DIRECTIONS FOR THIS TASK – Set the data below down again, exactly, with every picture left out.

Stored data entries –
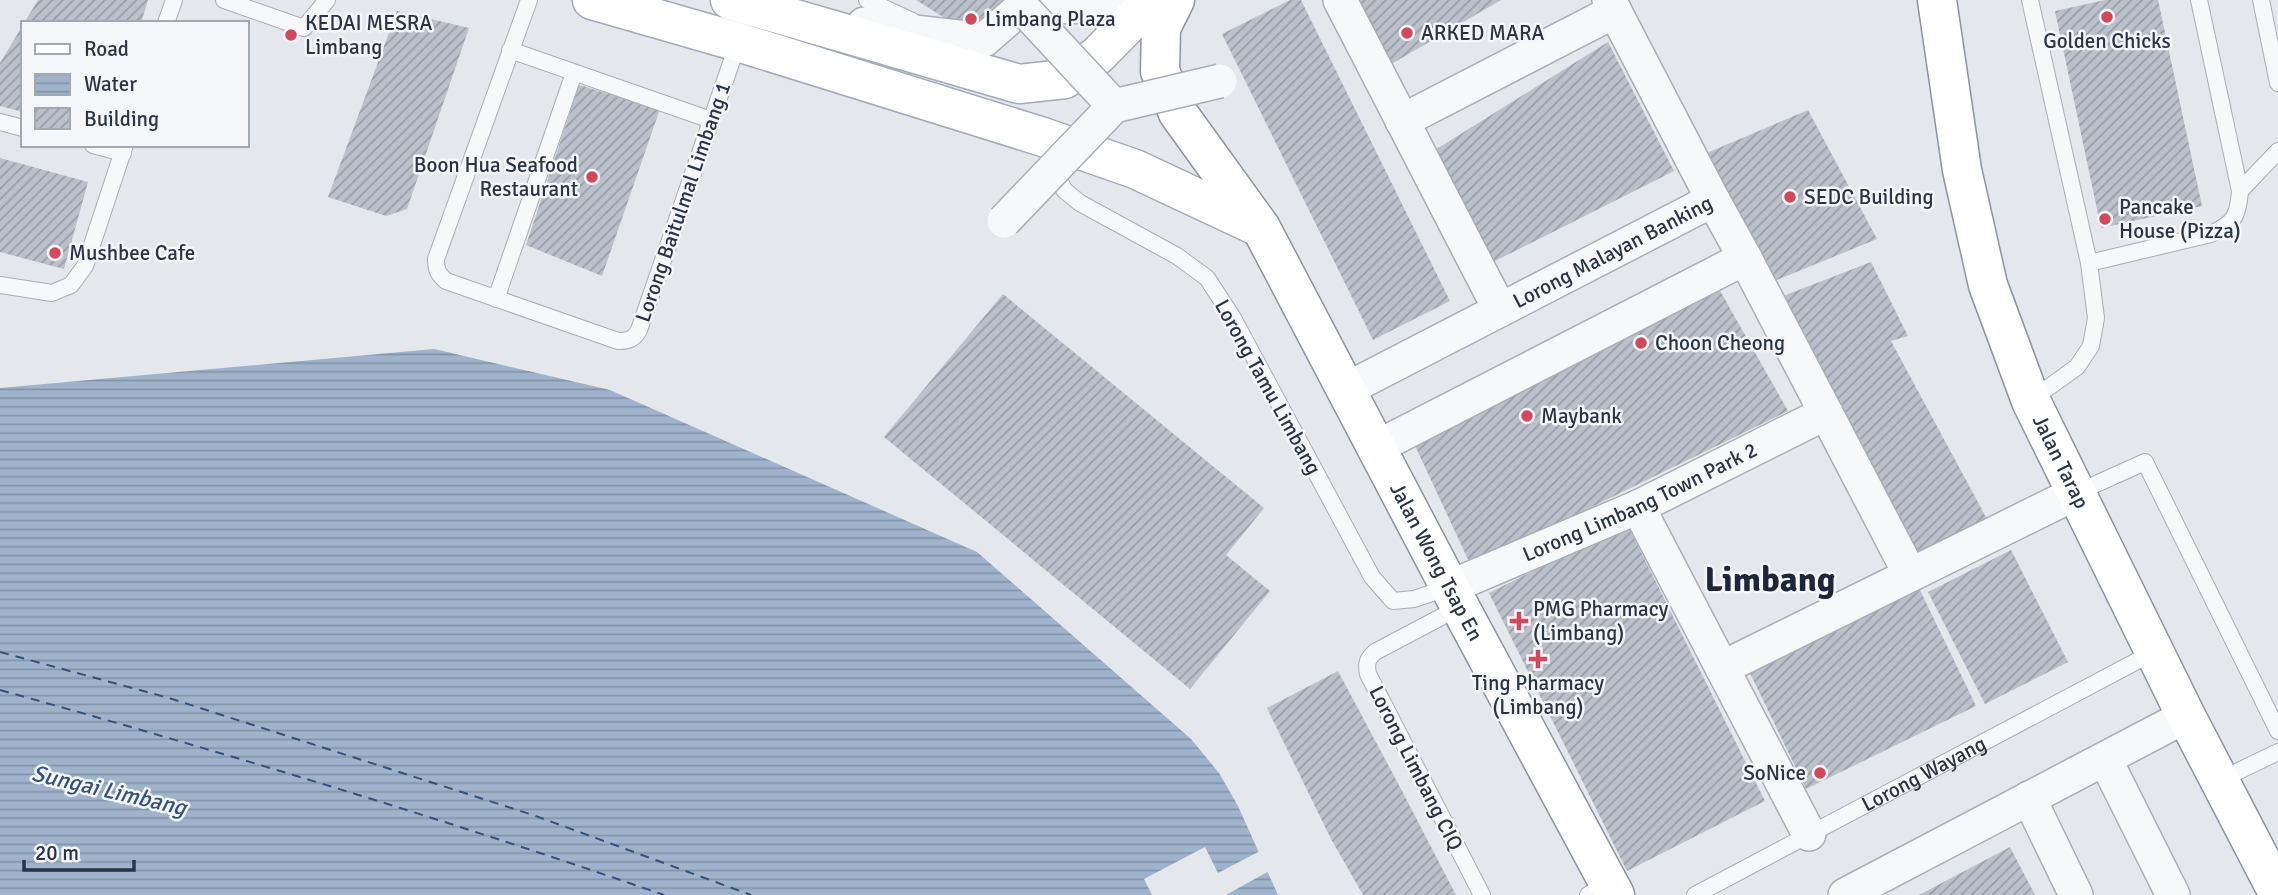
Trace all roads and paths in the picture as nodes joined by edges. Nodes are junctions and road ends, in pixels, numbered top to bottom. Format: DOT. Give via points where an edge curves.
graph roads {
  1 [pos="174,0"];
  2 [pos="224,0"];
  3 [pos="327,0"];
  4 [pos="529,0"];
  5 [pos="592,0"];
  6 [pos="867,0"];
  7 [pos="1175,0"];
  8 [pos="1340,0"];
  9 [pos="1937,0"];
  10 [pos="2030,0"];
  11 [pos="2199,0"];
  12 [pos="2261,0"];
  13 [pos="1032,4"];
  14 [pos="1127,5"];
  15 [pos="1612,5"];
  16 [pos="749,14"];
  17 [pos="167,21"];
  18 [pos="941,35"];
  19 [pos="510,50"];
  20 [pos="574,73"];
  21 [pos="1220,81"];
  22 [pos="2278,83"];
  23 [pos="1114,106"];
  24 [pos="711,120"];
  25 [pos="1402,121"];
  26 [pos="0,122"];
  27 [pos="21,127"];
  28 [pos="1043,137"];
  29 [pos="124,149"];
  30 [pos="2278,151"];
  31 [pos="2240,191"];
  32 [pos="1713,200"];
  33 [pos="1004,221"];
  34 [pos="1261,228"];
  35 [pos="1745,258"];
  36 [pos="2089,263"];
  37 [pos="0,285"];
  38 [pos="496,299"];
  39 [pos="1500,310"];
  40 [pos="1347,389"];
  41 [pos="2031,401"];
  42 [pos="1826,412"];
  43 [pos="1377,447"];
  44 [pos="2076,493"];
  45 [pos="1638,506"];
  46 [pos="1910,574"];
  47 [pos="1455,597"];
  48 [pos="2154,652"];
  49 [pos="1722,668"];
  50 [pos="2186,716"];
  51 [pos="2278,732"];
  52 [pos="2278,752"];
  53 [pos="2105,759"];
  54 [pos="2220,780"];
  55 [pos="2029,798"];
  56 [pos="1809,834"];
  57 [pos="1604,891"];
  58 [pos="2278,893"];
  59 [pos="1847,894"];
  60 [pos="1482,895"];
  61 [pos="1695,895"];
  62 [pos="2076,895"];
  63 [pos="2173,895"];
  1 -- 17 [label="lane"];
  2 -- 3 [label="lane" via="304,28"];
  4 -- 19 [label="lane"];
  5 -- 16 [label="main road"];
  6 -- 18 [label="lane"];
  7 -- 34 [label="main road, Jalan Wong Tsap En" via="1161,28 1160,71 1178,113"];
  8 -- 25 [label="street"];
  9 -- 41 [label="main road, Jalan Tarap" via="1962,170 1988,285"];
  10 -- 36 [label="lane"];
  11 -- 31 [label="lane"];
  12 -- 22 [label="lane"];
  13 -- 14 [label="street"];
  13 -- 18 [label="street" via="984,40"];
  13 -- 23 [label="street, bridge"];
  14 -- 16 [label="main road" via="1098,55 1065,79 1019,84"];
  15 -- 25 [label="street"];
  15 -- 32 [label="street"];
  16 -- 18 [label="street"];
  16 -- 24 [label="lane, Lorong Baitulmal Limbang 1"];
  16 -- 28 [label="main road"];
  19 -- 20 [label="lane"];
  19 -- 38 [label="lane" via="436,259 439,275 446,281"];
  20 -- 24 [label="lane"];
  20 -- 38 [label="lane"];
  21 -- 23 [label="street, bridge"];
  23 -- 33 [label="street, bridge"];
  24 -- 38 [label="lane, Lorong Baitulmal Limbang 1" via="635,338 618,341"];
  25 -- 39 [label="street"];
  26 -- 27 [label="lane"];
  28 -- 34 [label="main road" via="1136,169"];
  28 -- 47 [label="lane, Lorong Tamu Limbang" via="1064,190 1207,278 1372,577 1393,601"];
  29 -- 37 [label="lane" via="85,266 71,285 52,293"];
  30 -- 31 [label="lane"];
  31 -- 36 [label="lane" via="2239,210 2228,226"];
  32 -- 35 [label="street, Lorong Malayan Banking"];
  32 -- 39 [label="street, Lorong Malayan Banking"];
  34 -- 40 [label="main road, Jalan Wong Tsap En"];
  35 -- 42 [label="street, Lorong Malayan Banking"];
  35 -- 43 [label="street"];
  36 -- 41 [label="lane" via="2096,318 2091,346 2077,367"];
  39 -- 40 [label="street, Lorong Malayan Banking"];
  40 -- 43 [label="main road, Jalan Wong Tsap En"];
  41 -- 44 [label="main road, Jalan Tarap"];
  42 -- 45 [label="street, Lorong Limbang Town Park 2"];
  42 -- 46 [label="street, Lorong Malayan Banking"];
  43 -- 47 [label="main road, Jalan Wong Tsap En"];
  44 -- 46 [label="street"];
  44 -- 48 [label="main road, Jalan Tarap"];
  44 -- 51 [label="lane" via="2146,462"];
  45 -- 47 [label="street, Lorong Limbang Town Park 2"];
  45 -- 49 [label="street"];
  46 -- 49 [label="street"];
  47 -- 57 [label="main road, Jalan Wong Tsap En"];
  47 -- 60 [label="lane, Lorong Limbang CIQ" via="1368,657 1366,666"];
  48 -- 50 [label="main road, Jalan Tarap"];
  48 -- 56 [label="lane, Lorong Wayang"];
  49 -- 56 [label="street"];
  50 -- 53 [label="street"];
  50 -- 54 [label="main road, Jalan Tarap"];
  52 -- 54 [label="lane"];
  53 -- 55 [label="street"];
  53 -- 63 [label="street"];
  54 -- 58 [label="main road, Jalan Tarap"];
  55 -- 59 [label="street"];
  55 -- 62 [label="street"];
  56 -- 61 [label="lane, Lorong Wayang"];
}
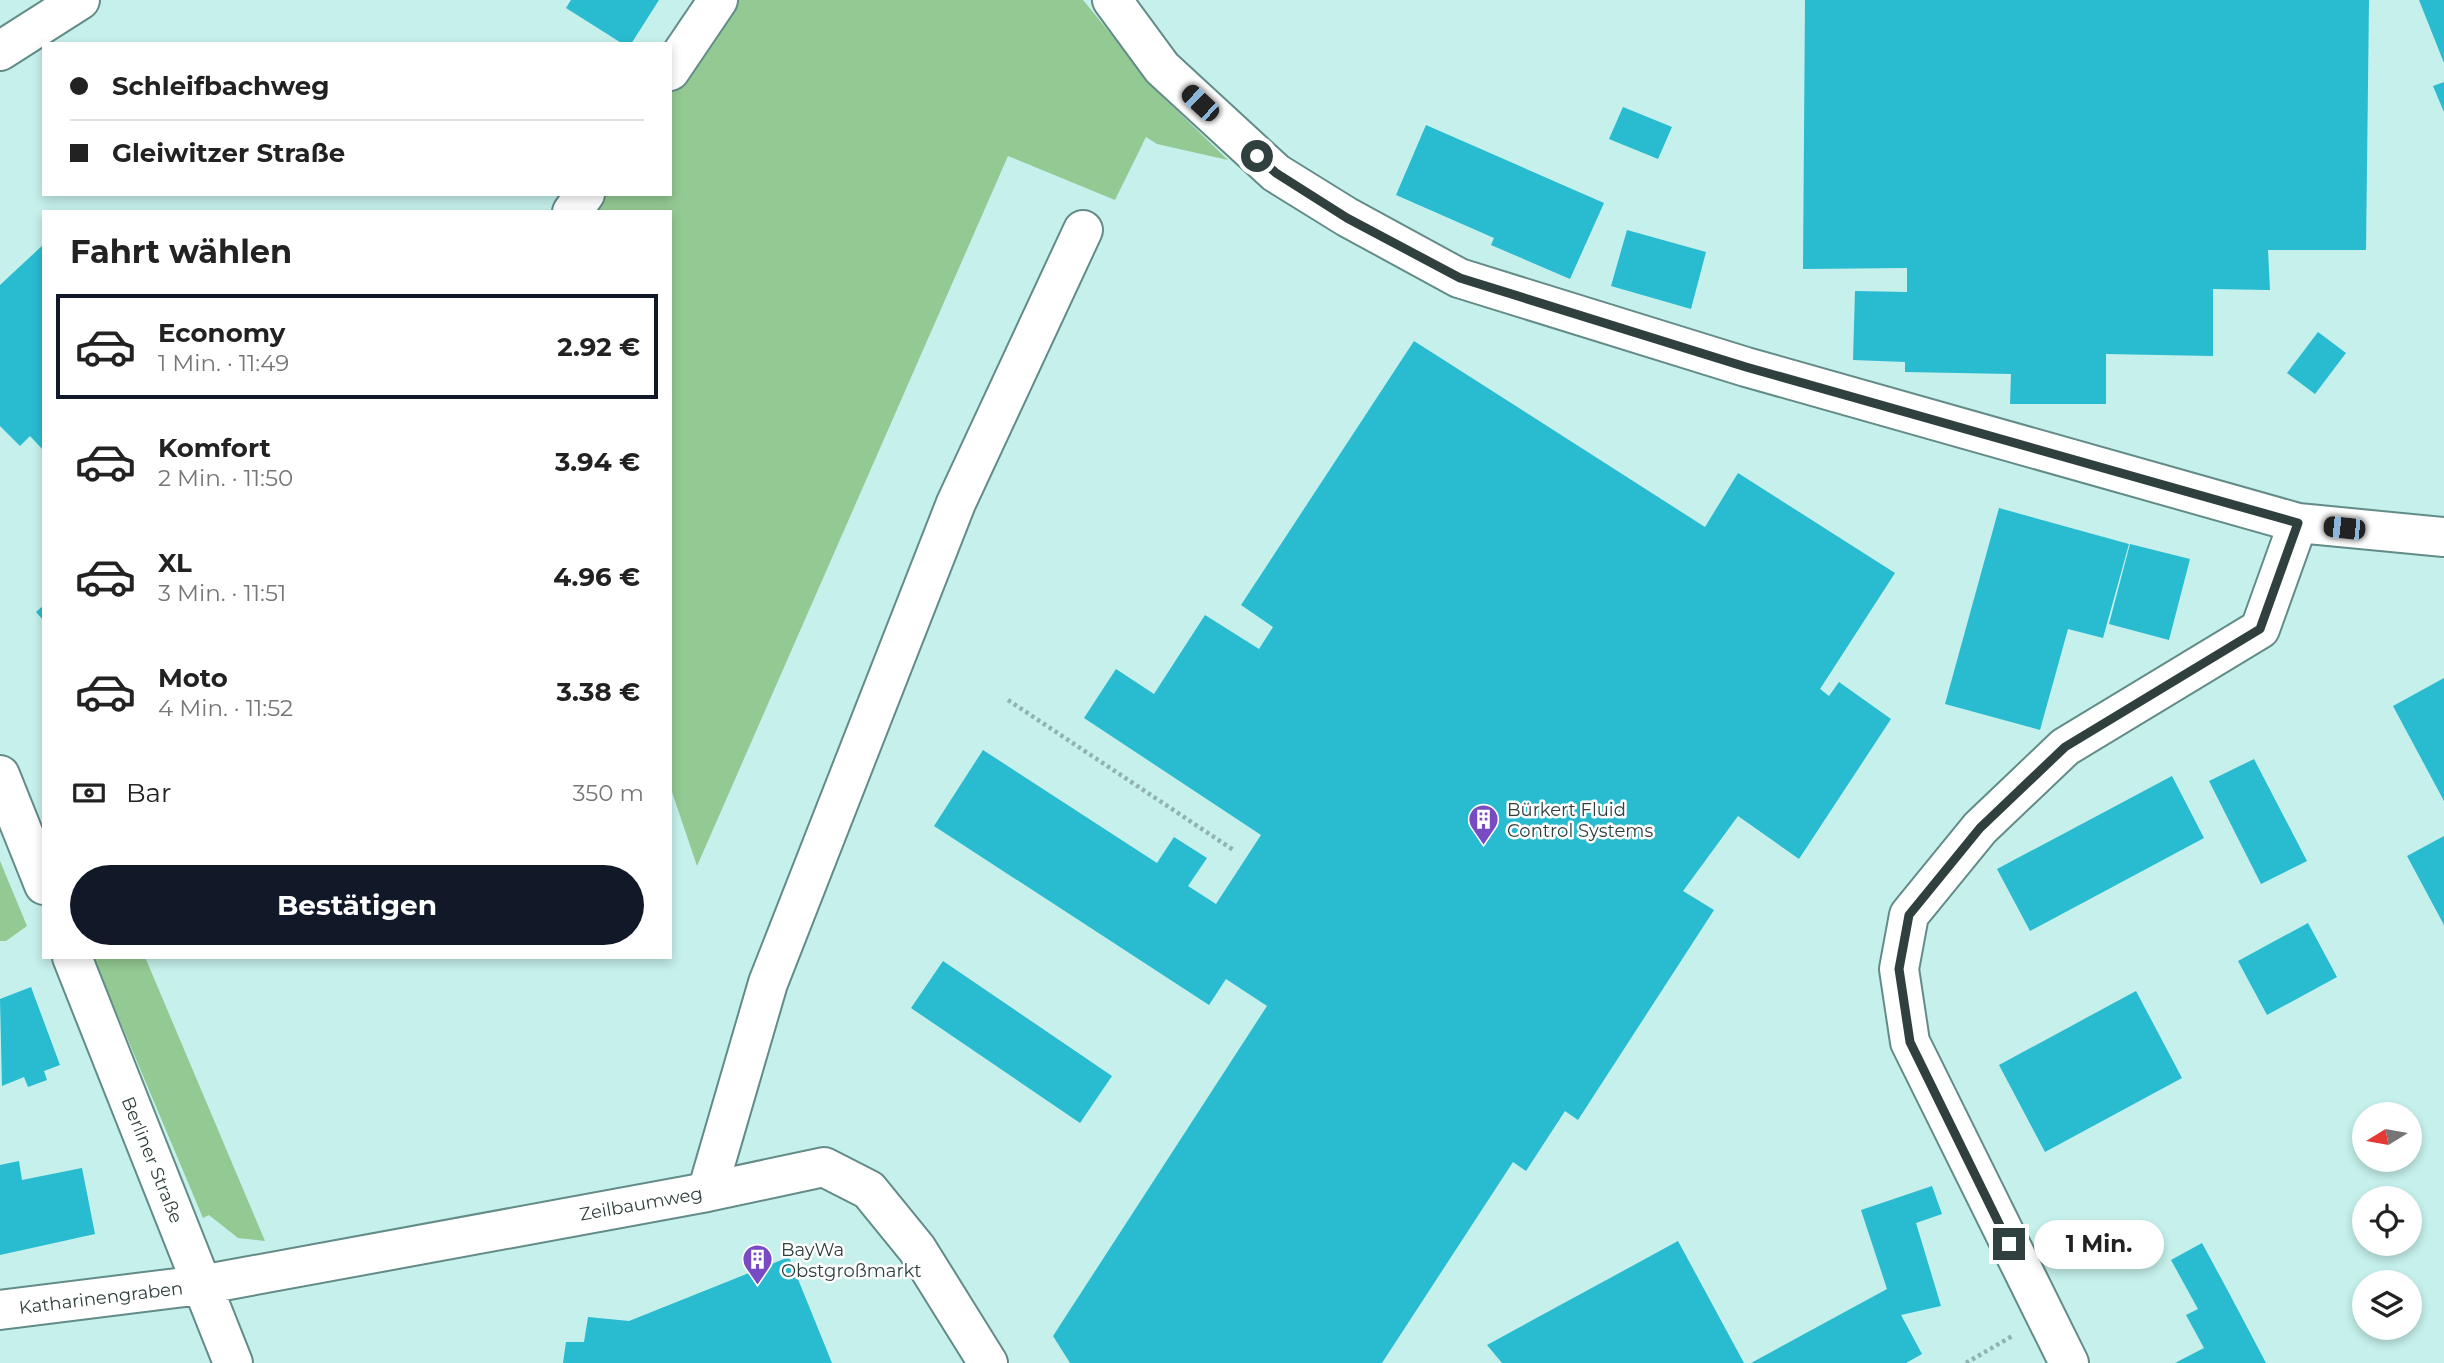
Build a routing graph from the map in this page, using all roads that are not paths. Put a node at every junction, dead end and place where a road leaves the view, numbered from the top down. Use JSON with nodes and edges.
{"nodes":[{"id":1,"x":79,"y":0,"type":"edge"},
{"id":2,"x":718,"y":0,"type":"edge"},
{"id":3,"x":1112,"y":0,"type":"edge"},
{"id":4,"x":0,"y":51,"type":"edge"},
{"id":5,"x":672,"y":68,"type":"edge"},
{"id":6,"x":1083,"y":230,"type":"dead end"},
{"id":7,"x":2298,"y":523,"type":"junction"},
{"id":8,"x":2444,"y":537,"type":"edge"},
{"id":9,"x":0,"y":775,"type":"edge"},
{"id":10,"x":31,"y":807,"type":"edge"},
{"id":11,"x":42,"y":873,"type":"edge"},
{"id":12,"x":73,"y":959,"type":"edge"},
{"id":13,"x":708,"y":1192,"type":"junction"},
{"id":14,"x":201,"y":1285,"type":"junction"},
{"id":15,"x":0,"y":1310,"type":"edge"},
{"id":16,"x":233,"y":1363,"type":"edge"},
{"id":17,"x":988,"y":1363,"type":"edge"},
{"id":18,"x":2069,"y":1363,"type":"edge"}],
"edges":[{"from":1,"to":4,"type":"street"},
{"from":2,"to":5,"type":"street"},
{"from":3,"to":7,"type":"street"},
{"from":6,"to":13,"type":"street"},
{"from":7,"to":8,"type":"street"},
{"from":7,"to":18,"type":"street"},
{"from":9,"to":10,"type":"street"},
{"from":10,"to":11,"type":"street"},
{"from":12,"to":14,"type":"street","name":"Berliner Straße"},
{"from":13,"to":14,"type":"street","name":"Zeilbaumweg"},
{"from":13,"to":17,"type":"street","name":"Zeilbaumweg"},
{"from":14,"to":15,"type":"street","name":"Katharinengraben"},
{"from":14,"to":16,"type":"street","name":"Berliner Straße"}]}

EXERCISE SOLUTION –
Trace all roads and paths in the picture as nodes joined by edges. Nodes are junctions and road ends, in pixels, numbered top to bottom. Format: DOT. Give via points where an edge curves.
graph roads {
  1 [pos="174,0"];
  2 [pos="224,0"];
  3 [pos="327,0"];
  4 [pos="529,0"];
  5 [pos="592,0"];
  6 [pos="867,0"];
  7 [pos="1175,0"];
  8 [pos="1340,0"];
  9 [pos="1937,0"];
  10 [pos="2030,0"];
  11 [pos="2199,0"];
  12 [pos="2261,0"];
  13 [pos="1032,4"];
  14 [pos="1127,5"];
  15 [pos="1612,5"];
  16 [pos="749,14"];
  17 [pos="167,21"];
  18 [pos="941,35"];
  19 [pos="510,50"];
  20 [pos="574,73"];
  21 [pos="1220,81"];
  22 [pos="2278,83"];
  23 [pos="1114,106"];
  24 [pos="711,120"];
  25 [pos="1402,121"];
  26 [pos="0,122"];
  27 [pos="21,127"];
  28 [pos="1043,137"];
  29 [pos="124,149"];
  30 [pos="2278,151"];
  31 [pos="2240,191"];
  32 [pos="1713,200"];
  33 [pos="1004,221"];
  34 [pos="1261,228"];
  35 [pos="1745,258"];
  36 [pos="2089,263"];
  37 [pos="0,285"];
  38 [pos="496,299"];
  39 [pos="1500,310"];
  40 [pos="1347,389"];
  41 [pos="2031,401"];
  42 [pos="1826,412"];
  43 [pos="1377,447"];
  44 [pos="2076,493"];
  45 [pos="1638,506"];
  46 [pos="1910,574"];
  47 [pos="1455,597"];
  48 [pos="2154,652"];
  49 [pos="1722,668"];
  50 [pos="2186,716"];
  51 [pos="2278,732"];
  52 [pos="2278,752"];
  53 [pos="2105,759"];
  54 [pos="2220,780"];
  55 [pos="2029,798"];
  56 [pos="1809,834"];
  57 [pos="1604,891"];
  58 [pos="2278,893"];
  59 [pos="1847,894"];
  60 [pos="1482,895"];
  61 [pos="1695,895"];
  62 [pos="2076,895"];
  63 [pos="2173,895"];
  1 -- 17 [label="lane"];
  2 -- 3 [label="lane" via="304,28"];
  4 -- 19 [label="lane"];
  5 -- 16 [label="main road"];
  6 -- 18 [label="lane"];
  7 -- 34 [label="main road, Jalan Wong Tsap En" via="1161,28 1160,71 1178,113"];
  8 -- 25 [label="street"];
  9 -- 41 [label="main road, Jalan Tarap" via="1962,170 1988,285"];
  10 -- 36 [label="lane"];
  11 -- 31 [label="lane"];
  12 -- 22 [label="lane"];
  13 -- 14 [label="street"];
  13 -- 18 [label="street" via="984,40"];
  13 -- 23 [label="street, bridge"];
  14 -- 16 [label="main road" via="1098,55 1065,79 1019,84"];
  15 -- 25 [label="street"];
  15 -- 32 [label="street"];
  16 -- 18 [label="street"];
  16 -- 24 [label="lane, Lorong Baitulmal Limbang 1"];
  16 -- 28 [label="main road"];
  19 -- 20 [label="lane"];
  19 -- 38 [label="lane" via="436,259 439,275 446,281"];
  20 -- 24 [label="lane"];
  20 -- 38 [label="lane"];
  21 -- 23 [label="street, bridge"];
  23 -- 33 [label="street, bridge"];
  24 -- 38 [label="lane, Lorong Baitulmal Limbang 1" via="635,338 618,341"];
  25 -- 39 [label="street"];
  26 -- 27 [label="lane"];
  28 -- 34 [label="main road" via="1136,169"];
  28 -- 47 [label="lane, Lorong Tamu Limbang" via="1064,190 1207,278 1372,577 1393,601"];
  29 -- 37 [label="lane" via="85,266 71,285 52,293"];
  30 -- 31 [label="lane"];
  31 -- 36 [label="lane" via="2239,210 2228,226"];
  32 -- 35 [label="street, Lorong Malayan Banking"];
  32 -- 39 [label="street, Lorong Malayan Banking"];
  34 -- 40 [label="main road, Jalan Wong Tsap En"];
  35 -- 42 [label="street, Lorong Malayan Banking"];
  35 -- 43 [label="street"];
  36 -- 41 [label="lane" via="2096,318 2091,346 2077,367"];
  39 -- 40 [label="street, Lorong Malayan Banking"];
  40 -- 43 [label="main road, Jalan Wong Tsap En"];
  41 -- 44 [label="main road, Jalan Tarap"];
  42 -- 45 [label="street, Lorong Limbang Town Park 2"];
  42 -- 46 [label="street, Lorong Malayan Banking"];
  43 -- 47 [label="main road, Jalan Wong Tsap En"];
  44 -- 46 [label="street"];
  44 -- 48 [label="main road, Jalan Tarap"];
  44 -- 51 [label="lane" via="2146,462"];
  45 -- 47 [label="street, Lorong Limbang Town Park 2"];
  45 -- 49 [label="street"];
  46 -- 49 [label="street"];
  47 -- 57 [label="main road, Jalan Wong Tsap En"];
  47 -- 60 [label="lane, Lorong Limbang CIQ" via="1368,657 1366,666"];
  48 -- 50 [label="main road, Jalan Tarap"];
  48 -- 56 [label="lane, Lorong Wayang"];
  49 -- 56 [label="street"];
  50 -- 53 [label="street"];
  50 -- 54 [label="main road, Jalan Tarap"];
  52 -- 54 [label="lane"];
  53 -- 55 [label="street"];
  53 -- 63 [label="street"];
  54 -- 58 [label="main road, Jalan Tarap"];
  55 -- 59 [label="street"];
  55 -- 62 [label="street"];
  56 -- 61 [label="lane, Lorong Wayang"];
}
Build a routing graph from the map in this page, using all roads that are not paths. Put a node at every junction, dead end and place where a road leaves the view, numbered from the top down. Use JSON with nodes and edges.
{"nodes":[{"id":1,"x":79,"y":0,"type":"edge"},
{"id":2,"x":718,"y":0,"type":"edge"},
{"id":3,"x":1112,"y":0,"type":"edge"},
{"id":4,"x":0,"y":51,"type":"edge"},
{"id":5,"x":672,"y":68,"type":"edge"},
{"id":6,"x":1083,"y":230,"type":"dead end"},
{"id":7,"x":2298,"y":523,"type":"junction"},
{"id":8,"x":2444,"y":537,"type":"edge"},
{"id":9,"x":0,"y":775,"type":"edge"},
{"id":10,"x":31,"y":807,"type":"edge"},
{"id":11,"x":42,"y":873,"type":"edge"},
{"id":12,"x":73,"y":959,"type":"edge"},
{"id":13,"x":708,"y":1192,"type":"junction"},
{"id":14,"x":201,"y":1285,"type":"junction"},
{"id":15,"x":0,"y":1310,"type":"edge"},
{"id":16,"x":233,"y":1363,"type":"edge"},
{"id":17,"x":988,"y":1363,"type":"edge"},
{"id":18,"x":2069,"y":1363,"type":"edge"}],
"edges":[{"from":1,"to":4,"type":"street"},
{"from":2,"to":5,"type":"street"},
{"from":3,"to":7,"type":"street"},
{"from":6,"to":13,"type":"street"},
{"from":7,"to":8,"type":"street"},
{"from":7,"to":18,"type":"street"},
{"from":9,"to":10,"type":"street"},
{"from":10,"to":11,"type":"street"},
{"from":12,"to":14,"type":"street","name":"Berliner Straße"},
{"from":13,"to":14,"type":"street","name":"Zeilbaumweg"},
{"from":13,"to":17,"type":"street","name":"Zeilbaumweg"},
{"from":14,"to":15,"type":"street","name":"Katharinengraben"},
{"from":14,"to":16,"type":"street","name":"Berliner Straße"}]}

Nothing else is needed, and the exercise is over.